There is a logical fallacy in the assumption about the power of self-awareness that one can acquire through accumulated cognitive knowledge and mindfulness, as Peter Sloterdijk argues in his book, Critique of Cynical Reason (1983). What we call our conscious self isn't that conscious after all. Ideology, he argues, becomes converted into an arsenal of cynic reason, as a response precisely to the lack of freedom that is supposed to arm one with the ability to choose the very principles that meant to guide our actions and thus make us into free actors.(8) In order for reason to function, it must presuppose freedom as a means to materialise itself as a principle of action.

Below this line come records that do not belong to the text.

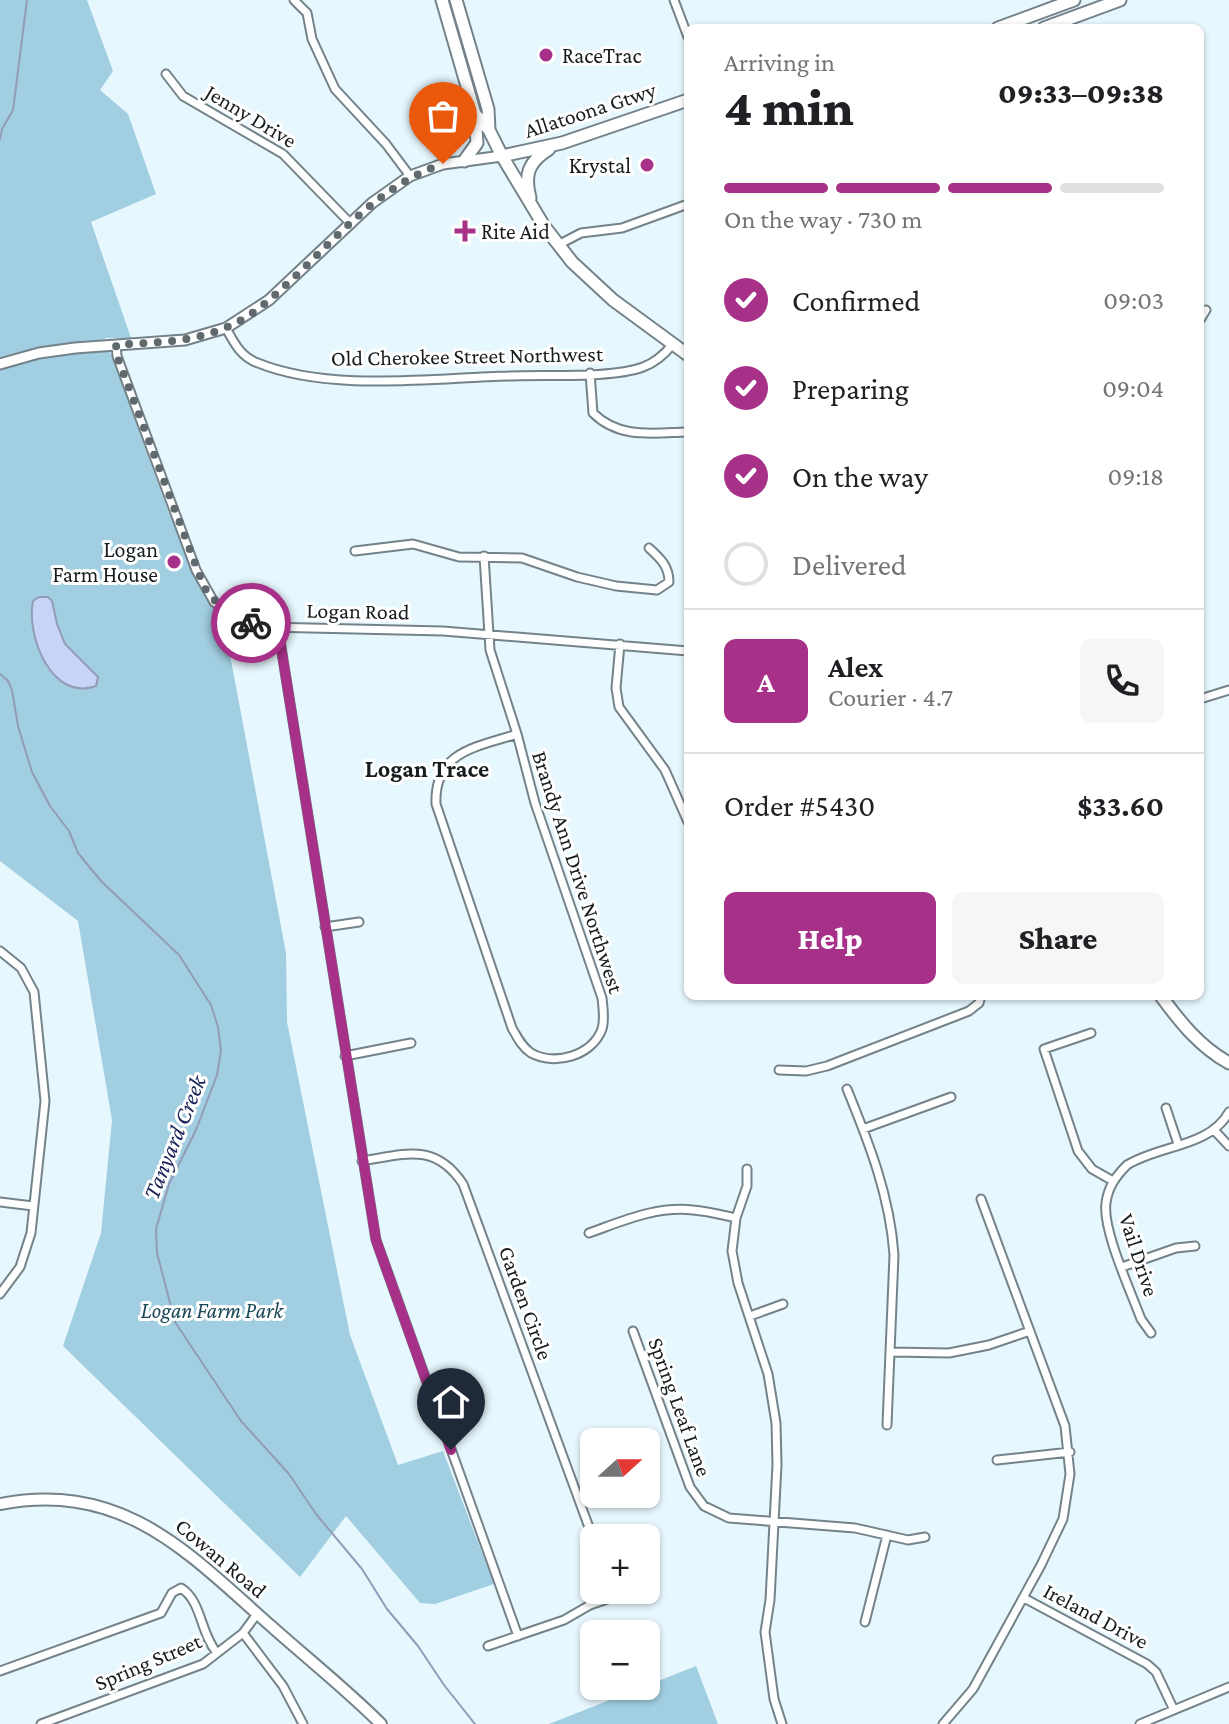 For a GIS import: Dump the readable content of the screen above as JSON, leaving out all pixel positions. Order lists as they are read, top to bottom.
{
  "streets": {
    "main road": ["Allatoona Gtwy", "Cowan Road"],
    "street": [
      "Jenny Drive",
      "Old Cherokee Street Northwest",
      "Logan Road",
      "Brandy Ann Drive Northwest",
      "Vail Drive",
      "Garden Circle",
      "Spring Leaf Lane",
      "Ireland Drive",
      "Spring Street"
    ]
  },
  "crossings": [
    ["Allatoona Gtwy", "Jenny Drive"],
    ["Allatoona Gtwy", "Old Cherokee Street Northwest"],
    ["Allatoona Gtwy", "Logan Road"],
    ["Logan Road", "Brandy Ann Drive Northwest"],
    ["Cowan Road", "Spring Street"]
  ],
  "districts": ["Logan Trace"],
  "water": ["Tanyard Creek"],
  "parks": ["Logan Farm Park"],
  "places": {
    "other": ["RaceTrac", "Krystal", "Logan Farm House"],
    "health": ["Rite Aid"]
  },
  "north": "right",
  "page": {
    "heading": ["4 min", "Arriving in", "09:33–09:38"],
    "panel": [
      "Alex",
      "Courier · 4.7",
      "Order #5430",
      "$33.60"
    ],
    "bar": "On the way · 730 m",
    "list": [
      ["Confirmed", "09:03"],
      ["Preparing", "09:04"],
      ["On the way", "09:18"],
      "Delivered"
    ],
    "round": "A",
    "buttons": ["Help", "Share"],
    "map_buttons": ["+", "−"]
  }
}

Sloterdijk problematizes this Kantian notion of enlightened understanding, and sees it as a paradoxical phenomenon which he calls enlightened false consciousness that ultimately strips individuals of the role of active agents, in so far as they are fully aware their beliefs and work efforts are based on a set of lies, but nevertheless continue let their actions be informed by those lies.
The pandemic, clearly a devastating blow on the poor, the sick and the marginalised, had given us a moment of reflection and reorganization. Since the invention of the wheel, the world has been blindly rolling into a cloud of fog, whose contours were left to be defined by technology and the market, while the elusive, narratively rooted humankind has been reduced to an automated instrument with little say in its unfolding. The virus is one of those glitches in a system of such complexity as our global economy, and the biopolitical bodies of this very economy are drained of its resources to combat it. We are reminded of the rule of chaos, making the future of life on Earth perhaps more difficult to predict than we thought. Just like we tend to reduce our breath to the autonomous output of our lungs, disregarding the myriad of elaborately choreographed components, our social bodies become similarly alienated, despite their dialectic relation between human and extra-human nature, with the boundaries of organic and inorganic ever shifting.
The term "essential workers" therefore remains an important reminder of what life would be without those like Rekha Kadu in the frontline.